Skip to main content

Design

  1. 3.120Institutions should design their DLT Applications to be efficient and effectively secure IT assets and any customer assets. Institutions should, where possible, ensure the design and architectural aspects of the DLT are optimised to cater to the specific use of the technology and the needs of the Institution.
  2. 3.121Institutions should consider the following principles when developing the design of a DLT Application that manages financial assets:
    1. a.Flexibility: To define the DLT Application narrowly, which is easier to optimise, or flexibly, which may incur higher costs (more difficult protocol, less predictability, larger target for attacks, etc.);
    2. b.Traceability: To ensure that the distributed log of records and any off-chain records are traceable and anonymity is avoided;
    3. c.Capacity: To ensure that the DLT Application’s computing and Data capacity is commensurate with the Institution’s needs and is scalable depending on the intended use;
    4. d.Security: To ensure that the activities and records on the distributed ledger(s) are secure;
    5. e.Confidentiality: To maintain confidentiality of Data and implement adequate controls over the set-up and number of Nodes; and
    6. f.Resilience: To ensure that the system is resistant to Data loss, loss of integrity, unavailability, or manipulation.
  3. 3.122Institutions should define rules relating to Data and technological architecture of the DLT Application during the design phase to ensure that internal control functions, external auditors and Supervisory Authorities can effectively access the application (when applicable) and monitor compliance.
  4. 3.123Institutions should appropriately determine the type of access, whether permissioned or permissionless, granted to participants based on an assessment of the operations performed, level of security and Data stored using DLT. For instance, Applications involving any of the following elements should use permissioned systems:
    1. a.Customer assets, funds or other forms of ownership, rights or interests such as contracts;
    2. b.Personal Data; or
    3. c.Requirements for a controlled set of participants or restricted access.
  5. 3.124Institutions should establish controls to ensure the integrity and security of the network and DLT Application. These controls may include, but are not limited to:
    1. a.Implementing processes to limit Node processing ability and limit the potential for a Node to process an excessive number of transactions;
    2. b.Designing the Application to allow blocking of IPs/Nodes that generate too many new transactions; and
    3. c.Developing permissioned DLT Applications with individual Nodes that comply with security standards and requirements to guard against attacks.

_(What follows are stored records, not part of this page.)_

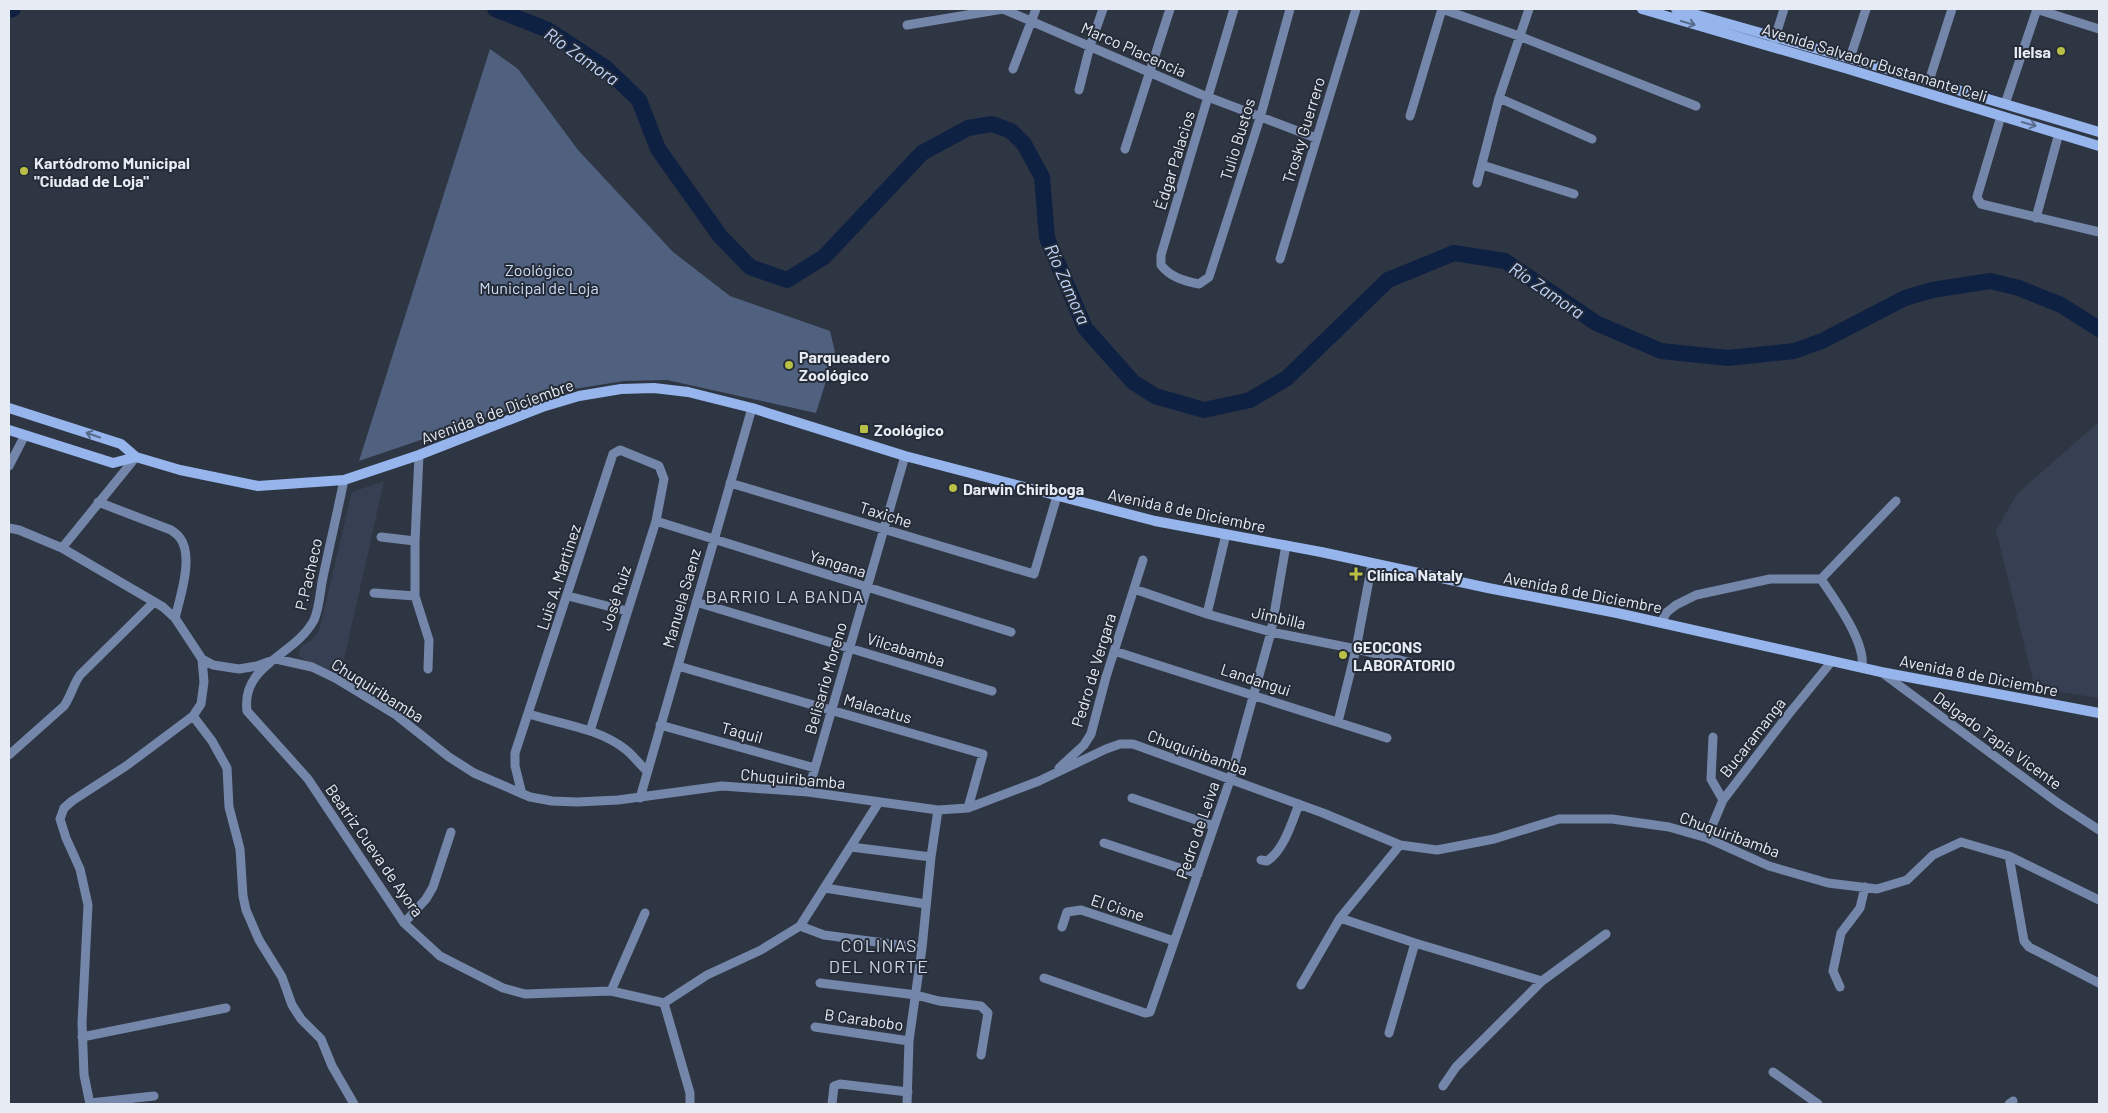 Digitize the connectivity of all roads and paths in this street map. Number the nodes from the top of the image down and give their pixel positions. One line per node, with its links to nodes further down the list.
1 (1036, 9): 17 (street)
2 (1103, 9): 22 (street)
3 (1170, 9): 25 (street)
4 (1234, 9): 29 (street, Édgar Palacios)
5 (1290, 9): 35 (street, Tulio Bustos)
6 (1356, 9): 38 (street, Trosky Guerrero)
7 (1442, 9): 20 (street); 33 (street)
8 (1528, 9): 20 (street)
9 (1642, 9): 21 (main road, Avenida Salvador Bustamante Celi, one-way to 21)
10 (1676, 9): 16 (main road, Avenida Salvador Bustamante Celi)
11 (1784, 9): 21 (street)
12 (1866, 9): 23 (street)
13 (1952, 9): 26 (street)
14 (2037, 9): 19 (street); 31 (street)
15 (954, 13): 17 (street, Marco Placencia); 18 (street, Marco Placencia)
16 (1704, 13): 21 (main road, Avenida Salvador Bustamante Celi)
17 (1032, 21): 22 (street, Marco Placencia); 24 (street)
18 (907, 26)
19 (2099, 29)
20 (1518, 36): 30 (street); 32 (street)
21 (1774, 42): 23 (main road, Avenida Salvador Bustamante Celi); 28 (main road, Avenida Salvador Bustamante Celi)
22 (1090, 46): 25 (street, Marco Placencia); 27 (street)
23 (1850, 58): 26 (main road, Avenida Salvador Bustamante Celi)
24 (1014, 69)
25 (1150, 73): 29 (street, Marco Placencia); 41 (street)
26 (1933, 82): 28 (main road); 31 (main road, Avenida Salvador Bustamante Celi)
27 (1079, 90)
28 (1935, 96): 34 (main road, Avenida Salvador Bustamante Celi)
29 (1209, 97): 35 (street, Marco Placencia); 48 (street, Édgar Palacios)
30 (1499, 98): 39 (street); 42 (street)
31 (2005, 104): 36 (main road, Avenida Salvador Bustamante Celi)
32 (1696, 106)
33 (1410, 116)
34 (2001, 116): 37 (main road, Avenida Salvador Bustamante Celi, one-way to 37); 45 (street)
35 (1260, 118): 38 (street, Marco Placencia); 48 (street, Tulio Bustos)
36 (2099, 132)
37 (2060, 133): 40 (main road, Avenida Salvador Bustamante Celi); 45 (street)
38 (1316, 138): 47 (street, Trosky Guerrero)
39 (1592, 139)
40 (2099, 146)
41 (1125, 149)
42 (1482, 165): 43 (street); 44 (street)
43 (1477, 183)
44 (1574, 194)
45 (2036, 218): 46 (street)
46 (2099, 232)
47 (1280, 260)
48 (1210, 277)
49 (9, 408): 55 (main road, Avenida 8 de Diciembre, one-way to 49)
50 (752, 408): 53 (main road, Avenida 8 de Diciembre); 54 (main road, Avenida 8 de Diciembre); 59 (street, Manuela Saenz)
51 (9, 430): 52 (main road, Avenida 8 de Diciembre)
52 (24, 435): 55 (main road, Avenida 8 de Diciembre); 56 (street)
53 (419, 455): 58 (main road, Avenida 8 de Diciembre); 68 (street)
54 (905, 456): 60 (main road, Avenida 8 de Diciembre); 65 (street, Belisario Moreno)
55 (136, 457): 58 (main road, Avenida 8 de Diciembre); 62 (street)
56 (9, 466)
57 (663, 472): 63 (street, José Ruiz); 79 (street, Luis A. Martinez)
58 (344, 480): 92 (street, P.Pacheco)
59 (730, 484): 65 (street, Taxiche); 69 (street, Manuela Saenz)
60 (1057, 496): 65 (street, Taxiche); 66 (main road, Avenida 8 de Diciembre)
61 (1896, 501): 74 (street)
62 (98, 502): 71 (street); 84 (street)
63 (656, 521): 69 (street, Yangana); 82 (street, José Ruiz)
64 (9, 528): 71 (street)
65 (884, 529): 75 (street, Belisario Moreno)
66 (1226, 534): 70 (main road, Avenida 8 de Diciembre); 83 (street)
67 (381, 537): 68 (street)
68 (415, 540): 78 (street)
69 (714, 540): 75 (street, Yangana); 81 (street, Manuela Saenz)
70 (1286, 545): 73 (main road, Avenida 8 de Diciembre); 87 (street, Pedro de Leiva)
71 (62, 548): 80 (street)
72 (1143, 560): 76 (street, Pedro de Vergara)
73 (1372, 564): 85 (main road, Avenida 8 de Diciembre); 89 (street)
74 (1821, 579): 85 (street); 96 (street)
75 (867, 588): 86 (street, Yangana); 88 (street, Belisario Moreno)
76 (1134, 588): 83 (street, Jimbilla); 90 (street, Pedro de Vergara)
77 (374, 593): 78 (street)
78 (415, 596): 97 (street)
79 (568, 596): 82 (street); 103 (street, Luis A. Martinez)
80 (154, 602): 84 (street); 110 (street)
81 (696, 602): 88 (street, Vilcabamba); 95 (street, Manuela Saenz)
82 (627, 611): 107 (street, José Ruiz)
83 (1207, 614): 87 (street, Jimbilla)
84 (175, 618): 91 (street)
85 (1661, 622): 93 (main road, Avenida 8 de Diciembre)
86 (1011, 632)
87 (1271, 632): 89 (street, Jimbilla); 100 (street, Pedro de Leiva)
88 (850, 647): 99 (street, Vilcabamba); 101 (street, Belisario Moreno)
89 (1356, 649): 94 (street, Jimbilla); 105 (street)
90 (1114, 651): 100 (street, Landangui); 113 (street, Pedro de Vergara)
91 (202, 659): 92 (street); 104 (street)
92 (276, 659): 116 (street, Chuquiribamba); 141 (street, Beatriz Cueva de Ayora)
93 (1832, 661): 96 (main road, Avenida 8 de Diciembre); 119 (street, Bucaramanga)
94 (1420, 665)
95 (678, 666): 101 (street, Malacatus); 106 (street, Manuela Saenz)
96 (1862, 667): 98 (main road, Avenida 8 de Diciembre)
97 (428, 670)
98 (1881, 672): 102 (main road, Avenida 8 de Diciembre); 125 (street, Delgado Tapia Vicente)
99 (992, 691)
100 (1254, 694): 105 (street, Landangui); 114 (street, Pedro de Leiva)
101 (831, 710): 111 (street, Belisario Moreno); 122 (street, Malacatus)
102 (2099, 713)
103 (529, 714): 107 (street); 116 (street, Luis A. Martinez)
104 (193, 716): 160 (street); 168 (street)
105 (1338, 722): 109 (street, Landangui)
106 (660, 725): 111 (street, Taquil); 112 (street, Manuela Saenz)
107 (590, 731): 112 (street)
108 (1713, 737): 119 (street)
109 (1387, 738)
110 (9, 755)
111 (815, 768): 115 (street, Belisario Moreno)
112 (647, 771): 117 (street, Manuela Saenz)
113 (1051, 775): 114 (street, Chuquiribamba); 122 (street, Chuquiribamba)
114 (1230, 780): 121 (street, Chuquiribamba); 124 (street, Pedro de Leiva)
115 (808, 792): 117 (street, Chuquiribamba); 120 (street, Chuquiribamba)
116 (522, 794): 117 (street, Chuquiribamba)
117 (640, 798)
118 (1132, 798): 124 (street)
119 (1723, 800): 127 (street, Bucaramanga)
120 (879, 802): 123 (street, Chuquiribamba); 130 (street)
121 (1299, 804): 129 (street, Chuquiribamba); 133 (street)
122 (968, 808): 123 (street, Chuquiribamba)
123 (938, 810): 132 (street)
124 (1214, 826): 134 (street, Pedro de Leiva)
125 (2099, 830)
126 (451, 832): 141 (street)
127 (1707, 838): 129 (street, Chuquiribamba); 135 (street, Chuquiribamba)
128 (1104, 843): 134 (street)
129 (1400, 845): 140 (street)
130 (850, 847): 132 (street); 136 (street)
131 (2009, 856): 135 (street, Chuquiribamba); 137 (street, Chuquiribamba); 151 (street)
132 (931, 857): 138 (street)
133 (1261, 860)
134 (1198, 874): 145 (street, Pedro de Leiva)
135 (1865, 887): 153 (street)
136 (825, 888): 138 (street); 142 (street)
137 (2099, 900)
138 (926, 904): 147 (street)
139 (645, 913): 154 (street)
140 (1340, 918): 146 (street); 152 (street)
141 (404, 923): 154 (street, Beatriz Cueva de Ayora)
142 (800, 926): 147 (street); 156 (street)
143 (1062, 927): 145 (street, El Cisne)
144 (1606, 934): 149 (street)
145 (1174, 941): 148 (street, Pedro de Leiva)
146 (1415, 943): 149 (street); 159 (street)
147 (922, 948): 155 (street)
148 (1044, 978)
149 (1542, 981): 164 (street)
150 (820, 983): 155 (street)
151 (2099, 983)
152 (1301, 985)
153 (1840, 987)
154 (611, 991): 156 (street, Beatriz Cueva de Ayora)
155 (916, 995): 161 (street); 162 (street)
156 (664, 1003): 169 (street)
157 (226, 1008): 160 (street)
158 (815, 1027): 161 (street, B Carabobo)
159 (1389, 1033)
160 (82, 1037): 167 (street)
161 (909, 1041): 165 (street)
162 (981, 1055)
163 (1773, 1072): 172 (street)
164 (1443, 1086)
165 (908, 1092): 170 (street); 171 (street)
166 (154, 1096): 167 (street)
167 (90, 1104)
168 (354, 1104)
169 (690, 1104)
170 (832, 1104)
171 (907, 1104)
172 (1818, 1104)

  6. 3.125Institutions should establish appropriate consensus protocols or platforms to accept and validate new records. The consensus methodology should be based on the Institution’s requirements with respect to performance, scalability, consistency, Data capacity, governance, security and failure redundancy.
  7. 3.126Institutions should avoid storing clear-text Personal Data on a blockchain and instead use sidechains or other private storage options.
  8. 3.127Institutions should introduce cryptographic key management to control access to confidential information and Personal Data. Institutions should institute controls with respect to key generation and management and ensure an appropriate and secure storage and transmission mechanism for private keys. The key management controls should cover offline root keys (split amongst multiple owners) and online root keys (stored on hardware security modules).
  9. 3.128With respect to the issuance of keys to Staff and other personnel:
    1. a.Institutions should issue individual keys to Staff and other persons working on behalf of the Institution for audit, supervision and review purposes;
    2. b.Institutions should embed internal checks and verifications on the transactions and activities executed through the distributed ledger such as Staff sign-off on requests or transactions; and
    3. c.Institutions should ensure they can internally identify the Staff signing-off messages or requests on the distributed ledger.
  10. 3.129Institutions should, if possible, ensure that the design of the DLT Application allows for change i.e. add new functionality or remove unwanted or incorrectly functioning features within the DLT Application.
  11. 3.130Institutions should, if possible, introduce mechanisms to manage forks (i.e. conflicts arising from incompatible versions of the DLT that are broadcast within a short time period) and ensure that the situation is resolved quickly and the integrity of the DLT is maintained.
  12. 3.131Institutions should, if possible, introduce user access management and authentication to provide controlled access to the DLT Application. Staff and Outsourcing Service Providers should be provided access to only those parts of the system they need to perform their responsible business or operational activities. Institutions may consider if, in certain cases, it might be feasible to accept transactions only from selected, authorised IP addresses.
  13. 3.132Institutions should develop controls to ensure confidentiality and integrity of code(s) and prevent alteration of code(s).